More recently than nuclear, wind, or solar, the development of the shale gas industry and subsequent boom in shale gas development in the United States was enabled through government support. The history of shale gas fracking in the United States was punctuated by the successive developments of massive hydraulic fracturing (MHF), microseismic imaging, horizontal drilling, and other key innovations that when combined made the once unreachable energy resource technically recoverable. Along each stage of the innovation pipeline – from basic research to applied R&D to cost-sharing on demonstration projects to tax policy support for deployment – public-private partnerships and federal investments helped push hydraulic fracturing in shale into full commercial competitiveness.

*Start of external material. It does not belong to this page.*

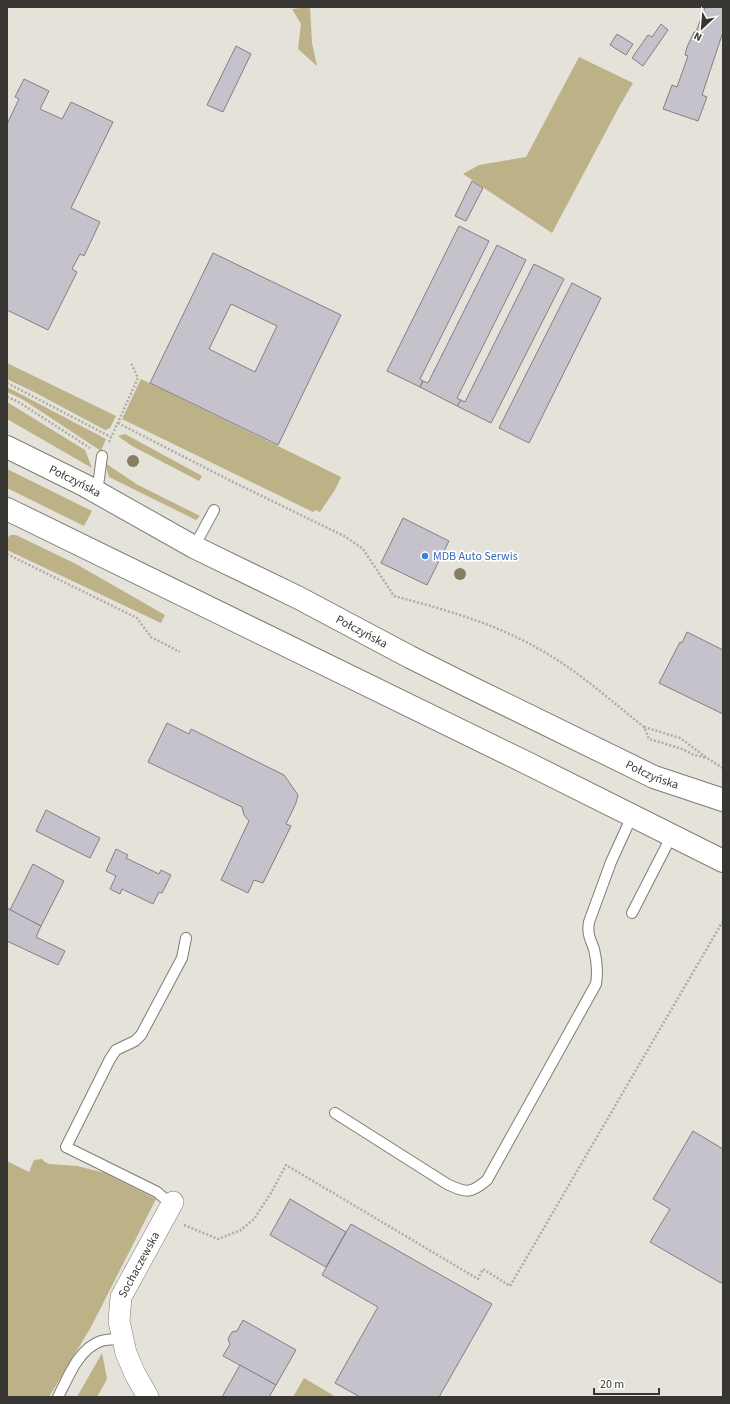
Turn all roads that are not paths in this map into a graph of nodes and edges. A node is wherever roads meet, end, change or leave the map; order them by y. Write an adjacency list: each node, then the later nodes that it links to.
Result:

Through a combination of federally funded geologic research beginning in the 1970s, public-private collaboration on demonstration project and R&D priorities, and tax policy support for unconventional technologies, the federal government played a key role in the development of shale gas in the United States.
Investigations have uncovered the crucial role of the government in the development of other energy technologies and industries, including aviation and jet engines, synthetic fuels, advanced natural gas turbines, and advanced diesel internal combustion engines.